ALBERICI: Thank you very much. Do you have any particular…

WONG: Bad memories?

ALBERICI: They don’t have to be bad memories, any particularly standout memories from your time on Lateline?

WONG: I remember that first one. I was incredibly nervous and also I think my flight had been delayed so I was late to the pre-record and Maxine McKew was very grumpy with me, so I do remember that one. There you go.

ALBERICI: You don’t want the presenter to be grumpy with you. It’s not a good start.

WONG: I don’t know how well it went, to be honest with you, but I learnt a lot doing interviews like this. As I said, I think really it’s important for the democracy.

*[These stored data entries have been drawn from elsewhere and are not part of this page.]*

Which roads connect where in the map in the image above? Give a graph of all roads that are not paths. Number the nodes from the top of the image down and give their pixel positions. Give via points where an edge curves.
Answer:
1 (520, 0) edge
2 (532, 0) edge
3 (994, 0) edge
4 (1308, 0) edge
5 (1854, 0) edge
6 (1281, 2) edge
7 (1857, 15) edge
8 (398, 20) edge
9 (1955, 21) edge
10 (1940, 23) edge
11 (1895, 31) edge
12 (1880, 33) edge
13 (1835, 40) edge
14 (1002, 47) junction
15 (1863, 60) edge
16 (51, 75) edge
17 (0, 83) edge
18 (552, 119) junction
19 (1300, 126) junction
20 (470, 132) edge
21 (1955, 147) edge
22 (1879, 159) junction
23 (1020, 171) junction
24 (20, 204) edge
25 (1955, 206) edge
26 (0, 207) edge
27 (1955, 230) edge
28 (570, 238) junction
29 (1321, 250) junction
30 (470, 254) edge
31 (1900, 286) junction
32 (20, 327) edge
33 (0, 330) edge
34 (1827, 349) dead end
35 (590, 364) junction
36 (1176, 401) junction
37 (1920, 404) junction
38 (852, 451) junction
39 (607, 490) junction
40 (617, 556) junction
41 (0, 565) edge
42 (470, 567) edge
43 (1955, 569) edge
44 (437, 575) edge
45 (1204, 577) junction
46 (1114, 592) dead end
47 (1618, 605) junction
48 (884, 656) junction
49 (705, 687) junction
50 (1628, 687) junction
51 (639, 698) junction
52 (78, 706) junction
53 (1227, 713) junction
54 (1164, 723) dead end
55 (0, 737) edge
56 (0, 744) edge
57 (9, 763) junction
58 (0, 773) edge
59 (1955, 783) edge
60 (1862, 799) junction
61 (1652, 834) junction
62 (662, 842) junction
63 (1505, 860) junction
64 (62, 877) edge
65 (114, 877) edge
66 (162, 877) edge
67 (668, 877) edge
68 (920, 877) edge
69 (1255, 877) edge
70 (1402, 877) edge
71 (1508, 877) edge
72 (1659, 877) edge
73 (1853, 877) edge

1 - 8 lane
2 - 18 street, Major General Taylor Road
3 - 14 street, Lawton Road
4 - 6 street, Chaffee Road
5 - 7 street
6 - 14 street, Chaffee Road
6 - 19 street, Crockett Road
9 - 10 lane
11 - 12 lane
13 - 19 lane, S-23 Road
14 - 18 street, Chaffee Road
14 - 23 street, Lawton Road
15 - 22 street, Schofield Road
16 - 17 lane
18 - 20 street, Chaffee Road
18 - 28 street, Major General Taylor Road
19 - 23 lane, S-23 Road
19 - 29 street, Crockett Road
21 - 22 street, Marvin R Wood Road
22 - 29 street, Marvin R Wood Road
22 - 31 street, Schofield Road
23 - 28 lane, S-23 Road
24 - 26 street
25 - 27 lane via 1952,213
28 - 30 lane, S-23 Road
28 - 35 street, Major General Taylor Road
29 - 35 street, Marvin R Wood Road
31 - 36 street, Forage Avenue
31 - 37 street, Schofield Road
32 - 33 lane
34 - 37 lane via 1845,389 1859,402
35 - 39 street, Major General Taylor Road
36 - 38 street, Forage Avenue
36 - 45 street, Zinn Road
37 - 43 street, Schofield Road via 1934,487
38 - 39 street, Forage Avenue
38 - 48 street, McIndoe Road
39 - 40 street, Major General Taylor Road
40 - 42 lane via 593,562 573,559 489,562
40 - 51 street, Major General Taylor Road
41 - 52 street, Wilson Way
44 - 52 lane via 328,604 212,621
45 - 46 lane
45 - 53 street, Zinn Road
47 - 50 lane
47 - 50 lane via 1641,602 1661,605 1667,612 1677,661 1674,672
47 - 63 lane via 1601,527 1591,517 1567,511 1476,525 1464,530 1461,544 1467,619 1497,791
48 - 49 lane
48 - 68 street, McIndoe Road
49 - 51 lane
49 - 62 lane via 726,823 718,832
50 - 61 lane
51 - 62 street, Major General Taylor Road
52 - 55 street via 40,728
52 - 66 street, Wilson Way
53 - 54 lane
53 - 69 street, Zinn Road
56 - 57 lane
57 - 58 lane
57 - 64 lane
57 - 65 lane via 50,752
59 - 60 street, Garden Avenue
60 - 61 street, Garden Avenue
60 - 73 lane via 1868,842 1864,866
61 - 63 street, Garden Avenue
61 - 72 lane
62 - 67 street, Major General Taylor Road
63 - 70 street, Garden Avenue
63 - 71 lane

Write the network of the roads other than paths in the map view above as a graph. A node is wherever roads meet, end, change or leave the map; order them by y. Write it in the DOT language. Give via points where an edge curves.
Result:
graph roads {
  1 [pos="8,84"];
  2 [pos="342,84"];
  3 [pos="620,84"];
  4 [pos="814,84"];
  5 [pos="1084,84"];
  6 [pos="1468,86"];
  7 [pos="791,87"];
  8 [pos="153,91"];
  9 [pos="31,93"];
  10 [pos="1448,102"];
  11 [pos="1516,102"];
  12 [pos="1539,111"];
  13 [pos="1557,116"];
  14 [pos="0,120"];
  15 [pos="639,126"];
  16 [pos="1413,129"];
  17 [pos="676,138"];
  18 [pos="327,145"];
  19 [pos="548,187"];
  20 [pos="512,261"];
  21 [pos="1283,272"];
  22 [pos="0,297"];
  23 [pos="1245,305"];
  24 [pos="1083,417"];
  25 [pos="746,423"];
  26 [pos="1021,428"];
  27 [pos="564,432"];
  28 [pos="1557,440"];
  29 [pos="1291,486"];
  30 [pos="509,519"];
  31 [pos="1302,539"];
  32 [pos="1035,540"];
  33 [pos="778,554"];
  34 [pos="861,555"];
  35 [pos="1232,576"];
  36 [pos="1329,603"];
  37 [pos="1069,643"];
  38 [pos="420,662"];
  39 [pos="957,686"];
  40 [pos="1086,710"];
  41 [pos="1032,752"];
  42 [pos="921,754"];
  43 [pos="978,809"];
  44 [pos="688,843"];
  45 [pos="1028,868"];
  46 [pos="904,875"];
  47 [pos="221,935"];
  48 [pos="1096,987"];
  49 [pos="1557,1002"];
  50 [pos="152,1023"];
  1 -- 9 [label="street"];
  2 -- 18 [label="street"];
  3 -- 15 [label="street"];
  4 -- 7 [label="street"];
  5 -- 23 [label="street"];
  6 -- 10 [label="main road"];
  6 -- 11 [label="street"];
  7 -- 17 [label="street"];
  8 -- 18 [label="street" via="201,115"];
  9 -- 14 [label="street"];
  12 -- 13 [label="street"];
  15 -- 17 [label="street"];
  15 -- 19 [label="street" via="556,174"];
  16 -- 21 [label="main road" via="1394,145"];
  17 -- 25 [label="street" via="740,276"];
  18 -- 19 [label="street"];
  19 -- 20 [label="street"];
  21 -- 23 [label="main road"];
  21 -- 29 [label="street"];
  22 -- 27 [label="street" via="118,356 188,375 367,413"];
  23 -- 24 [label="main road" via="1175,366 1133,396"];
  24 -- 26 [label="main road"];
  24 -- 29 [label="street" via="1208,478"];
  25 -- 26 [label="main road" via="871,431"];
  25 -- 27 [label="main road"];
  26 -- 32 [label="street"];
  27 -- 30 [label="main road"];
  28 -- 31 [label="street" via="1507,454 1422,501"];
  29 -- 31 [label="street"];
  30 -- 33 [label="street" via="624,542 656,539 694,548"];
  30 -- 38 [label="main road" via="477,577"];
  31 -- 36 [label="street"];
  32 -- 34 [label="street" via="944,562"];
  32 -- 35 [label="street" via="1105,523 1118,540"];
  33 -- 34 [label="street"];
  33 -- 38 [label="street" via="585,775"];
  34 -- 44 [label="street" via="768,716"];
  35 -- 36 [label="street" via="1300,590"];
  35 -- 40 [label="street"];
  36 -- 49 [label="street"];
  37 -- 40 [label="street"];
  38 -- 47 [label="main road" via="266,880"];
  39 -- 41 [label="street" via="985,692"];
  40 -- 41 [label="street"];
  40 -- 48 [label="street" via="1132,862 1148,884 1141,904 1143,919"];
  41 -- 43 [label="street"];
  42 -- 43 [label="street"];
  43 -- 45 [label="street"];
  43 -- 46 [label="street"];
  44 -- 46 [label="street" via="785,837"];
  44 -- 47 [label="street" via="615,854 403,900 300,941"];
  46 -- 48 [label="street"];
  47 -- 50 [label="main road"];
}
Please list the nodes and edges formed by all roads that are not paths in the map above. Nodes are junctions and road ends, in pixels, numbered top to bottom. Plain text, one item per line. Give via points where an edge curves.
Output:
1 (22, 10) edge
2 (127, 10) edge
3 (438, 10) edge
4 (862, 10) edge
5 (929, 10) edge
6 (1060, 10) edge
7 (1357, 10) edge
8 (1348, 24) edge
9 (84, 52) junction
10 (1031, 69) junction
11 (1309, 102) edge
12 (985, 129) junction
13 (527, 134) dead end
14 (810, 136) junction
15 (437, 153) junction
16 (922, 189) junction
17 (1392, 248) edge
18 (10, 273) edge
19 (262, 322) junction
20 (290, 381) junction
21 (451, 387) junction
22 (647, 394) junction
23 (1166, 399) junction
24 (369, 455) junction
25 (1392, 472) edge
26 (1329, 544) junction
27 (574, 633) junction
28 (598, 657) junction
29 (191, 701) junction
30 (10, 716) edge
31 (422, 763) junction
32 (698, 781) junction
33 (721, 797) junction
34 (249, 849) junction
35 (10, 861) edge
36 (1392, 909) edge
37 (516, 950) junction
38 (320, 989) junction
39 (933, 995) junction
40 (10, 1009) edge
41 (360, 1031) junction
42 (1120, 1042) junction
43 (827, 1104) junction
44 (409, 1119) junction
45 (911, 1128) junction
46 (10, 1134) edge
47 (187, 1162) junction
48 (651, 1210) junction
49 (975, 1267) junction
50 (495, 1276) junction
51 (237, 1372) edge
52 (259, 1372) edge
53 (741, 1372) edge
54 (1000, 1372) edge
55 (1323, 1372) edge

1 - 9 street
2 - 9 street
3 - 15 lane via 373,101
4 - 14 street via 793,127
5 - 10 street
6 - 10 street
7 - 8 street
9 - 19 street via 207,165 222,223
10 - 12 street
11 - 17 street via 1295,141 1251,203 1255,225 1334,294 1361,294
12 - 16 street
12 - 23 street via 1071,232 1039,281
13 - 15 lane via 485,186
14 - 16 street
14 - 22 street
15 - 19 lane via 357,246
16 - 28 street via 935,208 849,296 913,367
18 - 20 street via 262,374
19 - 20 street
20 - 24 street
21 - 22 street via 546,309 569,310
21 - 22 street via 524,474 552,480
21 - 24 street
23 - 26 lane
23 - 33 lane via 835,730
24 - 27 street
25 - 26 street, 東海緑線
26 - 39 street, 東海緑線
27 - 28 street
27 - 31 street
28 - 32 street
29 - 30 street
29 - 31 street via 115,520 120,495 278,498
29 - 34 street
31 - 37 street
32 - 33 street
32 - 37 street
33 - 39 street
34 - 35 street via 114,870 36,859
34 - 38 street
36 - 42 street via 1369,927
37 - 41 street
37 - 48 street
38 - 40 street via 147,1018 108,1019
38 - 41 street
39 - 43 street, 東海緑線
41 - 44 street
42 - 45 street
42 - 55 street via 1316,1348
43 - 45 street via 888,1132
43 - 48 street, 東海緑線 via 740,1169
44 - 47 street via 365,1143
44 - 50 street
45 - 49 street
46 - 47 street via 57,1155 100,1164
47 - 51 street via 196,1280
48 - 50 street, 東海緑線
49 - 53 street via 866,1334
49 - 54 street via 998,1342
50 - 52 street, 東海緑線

ALBERICI: What do you – what’s your reflection on Lateline as a program? What did it mean to you?

WONG: It is one of the shows where you have to prep a lot and where you know you’re going to be pressed on policy issues in a way that you might not be in some other forums.

Although that’s hard sometimes, I do think, as our public policy problems get harder as the world gets more complicated and as Australians demand a higher standard of debate, that’s a very important medium for people.

ALBERICI: Well, I thank you very much for all the times you’ve come on Lateline and supported the show, and congratulations again for what you’ve achieved in this very historic moment in the Parliament.

WONG: Well, we have achieved it together but thanks very much, Emma.